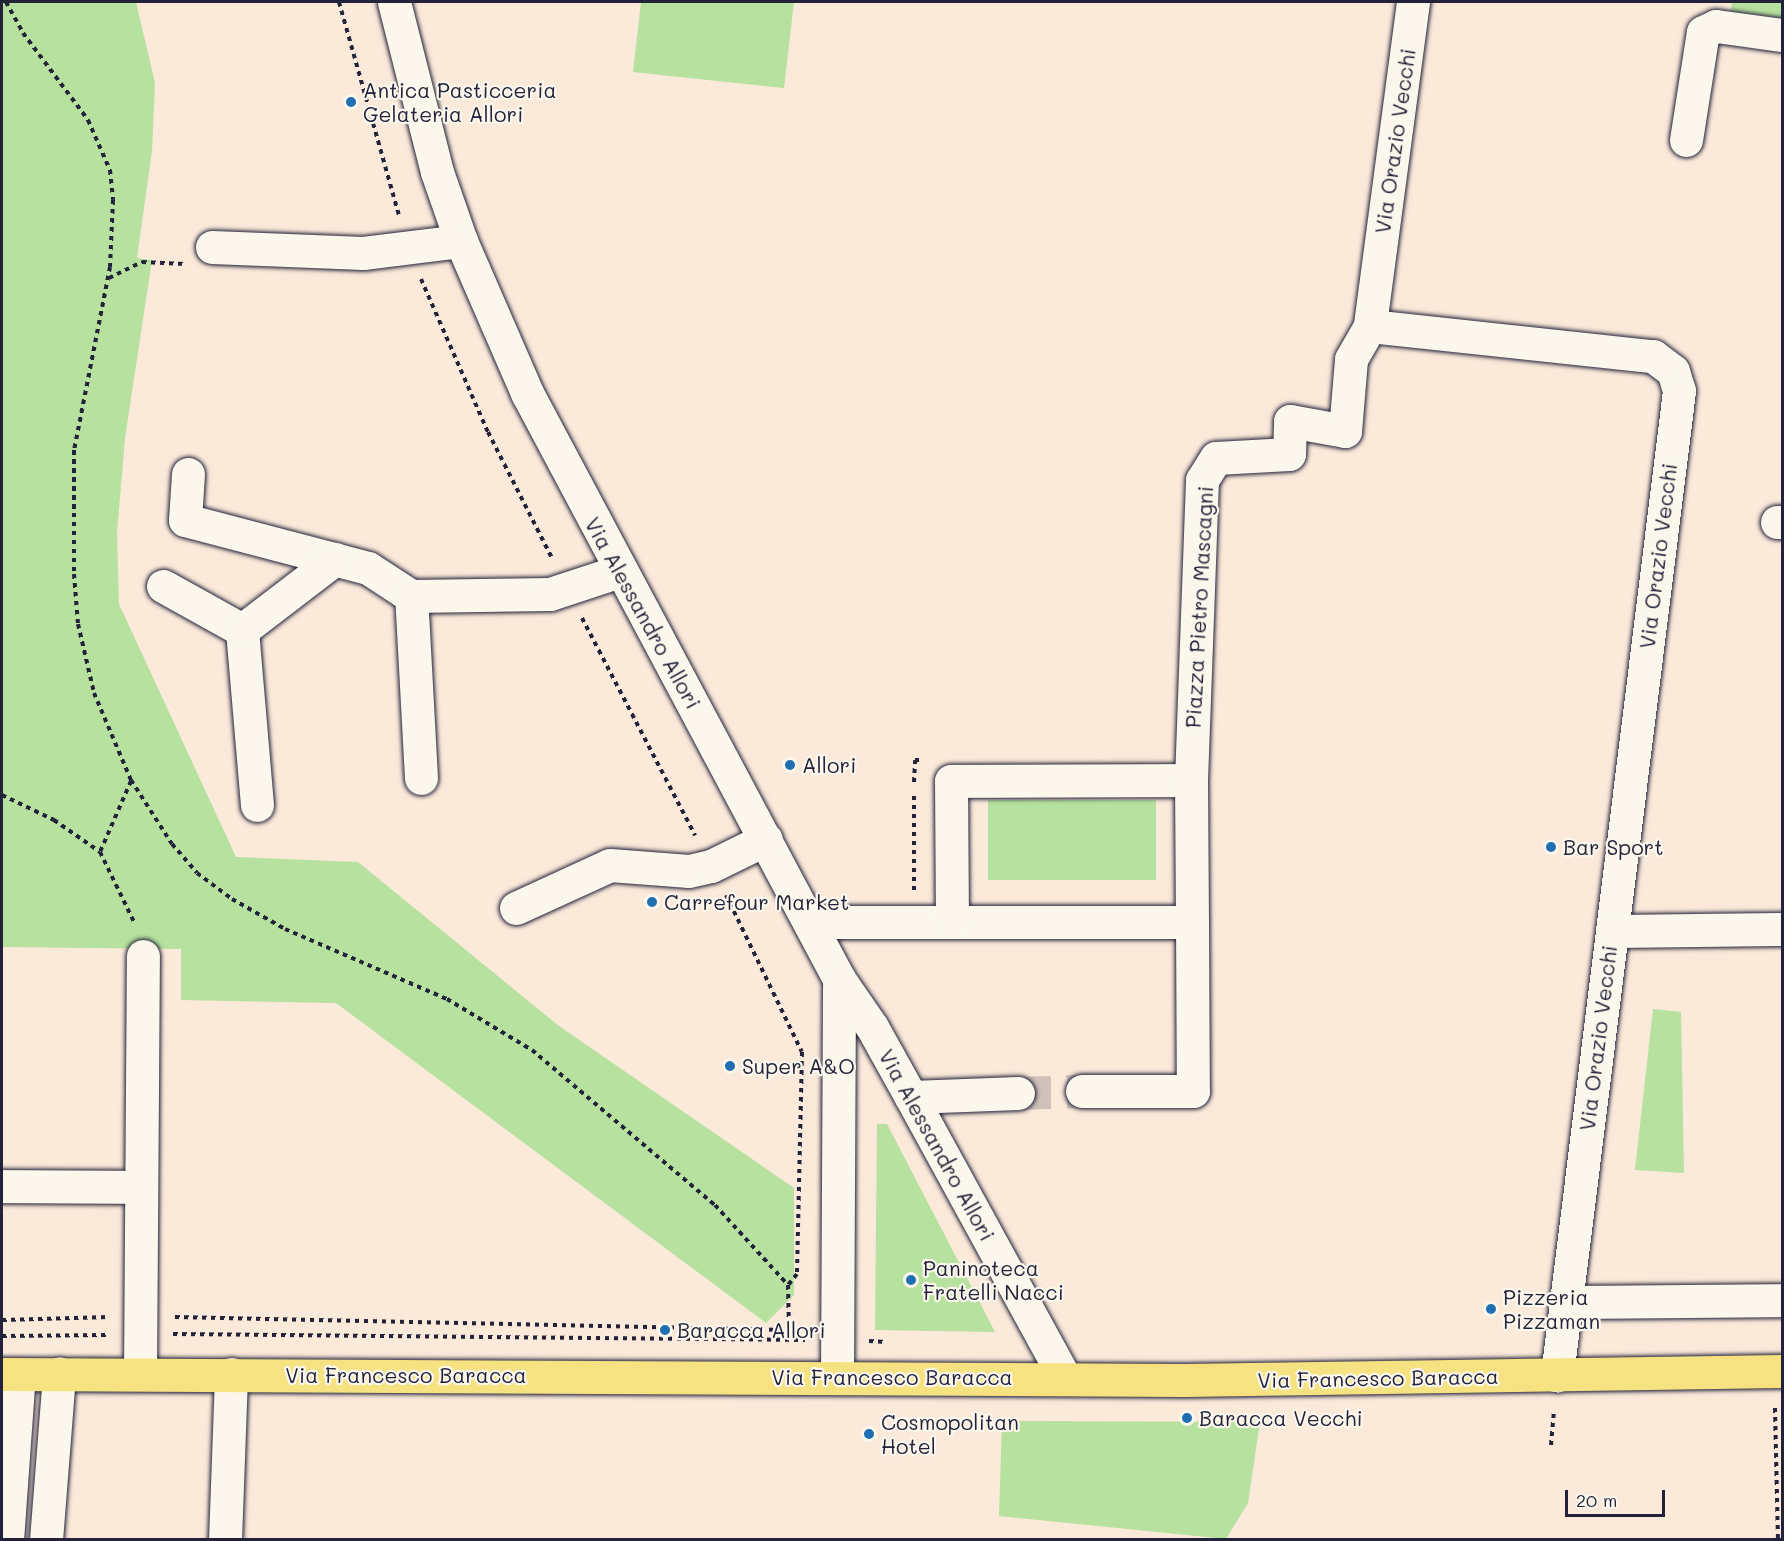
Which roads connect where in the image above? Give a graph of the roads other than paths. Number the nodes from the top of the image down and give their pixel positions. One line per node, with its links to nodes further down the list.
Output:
1 (394, 2): 5 (street, Via Alessandro Allori)
2 (1413, 2): 7 (street, Via Orazio Vecchi)
3 (1782, 35): 4 (street)
4 (1686, 140)
5 (461, 241): 6 (street); 10 (street, Via Alessandro Allori)
6 (212, 247)
7 (1370, 326): 15 (street, Piazza Pietro Mascagni); 23 (street, Via Orazio Vecchi)
8 (188, 474): 9 (street)
9 (335, 559): 12 (street); 13 (street)
10 (620, 571): 12 (street); 17 (street, Via Alessandro Allori)
11 (163, 586): 13 (street)
12 (411, 596): 14 (street)
13 (242, 630): 16 (street)
14 (421, 778)
15 (1191, 780): 20 (street); 21 (street, Piazza Pietro Mascagni)
16 (257, 805)
17 (766, 839): 18 (street); 19 (street, Via Alessandro Allori)
18 (516, 908)
19 (809, 922): 20 (street); 25 (street, Via Alessandro Allori)
20 (952, 922): 21 (street)
21 (1192, 922): 26 (street, Piazza Pietro Mascagni)
22 (1782, 929): 23 (street)
23 (1612, 931): 32 (street, Via Orazio Vecchi)
24 (143, 956): 30 (street)
25 (838, 979): 28 (street, Via Alessandro Allori); 39 (street, Via Alessandro Allori)
26 (1082, 1091)
27 (1018, 1093): 28 (street)
28 (911, 1097): 40 (street, Via Alessandro Allori)
29 (2, 1186): 30 (street)
30 (141, 1187): 36 (street)
31 (1782, 1300): 32 (street)
32 (1565, 1302): 38 (street, Via Orazio Vecchi)
33 (1782, 1371): 38 (main road, Via Francesco Baracca)
34 (10, 1374): 35 (main road, Via Francesco Baracca); 41 (street)
35 (59, 1374): 36 (main road, Via Francesco Baracca); 42 (street)
36 (140, 1374): 37 (main road, Via Francesco Baracca)
37 (231, 1374): 39 (main road, Via Francesco Baracca); 43 (street)
38 (1557, 1375): 40 (main road, Via Francesco Baracca)
39 (837, 1377): 40 (main road, Via Francesco Baracca)
40 (1064, 1377)
41 (7, 1539)
42 (46, 1539)
43 (225, 1539)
══════════
THE PROBLEM >>
Repeat each record exactly, with the pictures left out.

THE COMPLETED TASK >>
Which roads connect where in the image above? Give a graph of the roads other than paths. Number the nodes from the top of the image down and give their pixel positions. One line per node, with its links to nodes further down the list.
Output:
1 (394, 2): 5 (street, Via Alessandro Allori)
2 (1413, 2): 7 (street, Via Orazio Vecchi)
3 (1782, 35): 4 (street)
4 (1686, 140)
5 (461, 241): 6 (street); 10 (street, Via Alessandro Allori)
6 (212, 247)
7 (1370, 326): 15 (street, Piazza Pietro Mascagni); 23 (street, Via Orazio Vecchi)
8 (188, 474): 9 (street)
9 (335, 559): 12 (street); 13 (street)
10 (620, 571): 12 (street); 17 (street, Via Alessandro Allori)
11 (163, 586): 13 (street)
12 (411, 596): 14 (street)
13 (242, 630): 16 (street)
14 (421, 778)
15 (1191, 780): 20 (street); 21 (street, Piazza Pietro Mascagni)
16 (257, 805)
17 (766, 839): 18 (street); 19 (street, Via Alessandro Allori)
18 (516, 908)
19 (809, 922): 20 (street); 25 (street, Via Alessandro Allori)
20 (952, 922): 21 (street)
21 (1192, 922): 26 (street, Piazza Pietro Mascagni)
22 (1782, 929): 23 (street)
23 (1612, 931): 32 (street, Via Orazio Vecchi)
24 (143, 956): 30 (street)
25 (838, 979): 28 (street, Via Alessandro Allori); 39 (street, Via Alessandro Allori)
26 (1082, 1091)
27 (1018, 1093): 28 (street)
28 (911, 1097): 40 (street, Via Alessandro Allori)
29 (2, 1186): 30 (street)
30 (141, 1187): 36 (street)
31 (1782, 1300): 32 (street)
32 (1565, 1302): 38 (street, Via Orazio Vecchi)
33 (1782, 1371): 38 (main road, Via Francesco Baracca)
34 (10, 1374): 35 (main road, Via Francesco Baracca); 41 (street)
35 (59, 1374): 36 (main road, Via Francesco Baracca); 42 (street)
36 (140, 1374): 37 (main road, Via Francesco Baracca)
37 (231, 1374): 39 (main road, Via Francesco Baracca); 43 (street)
38 (1557, 1375): 40 (main road, Via Francesco Baracca)
39 (837, 1377): 40 (main road, Via Francesco Baracca)
40 (1064, 1377)
41 (7, 1539)
42 (46, 1539)
43 (225, 1539)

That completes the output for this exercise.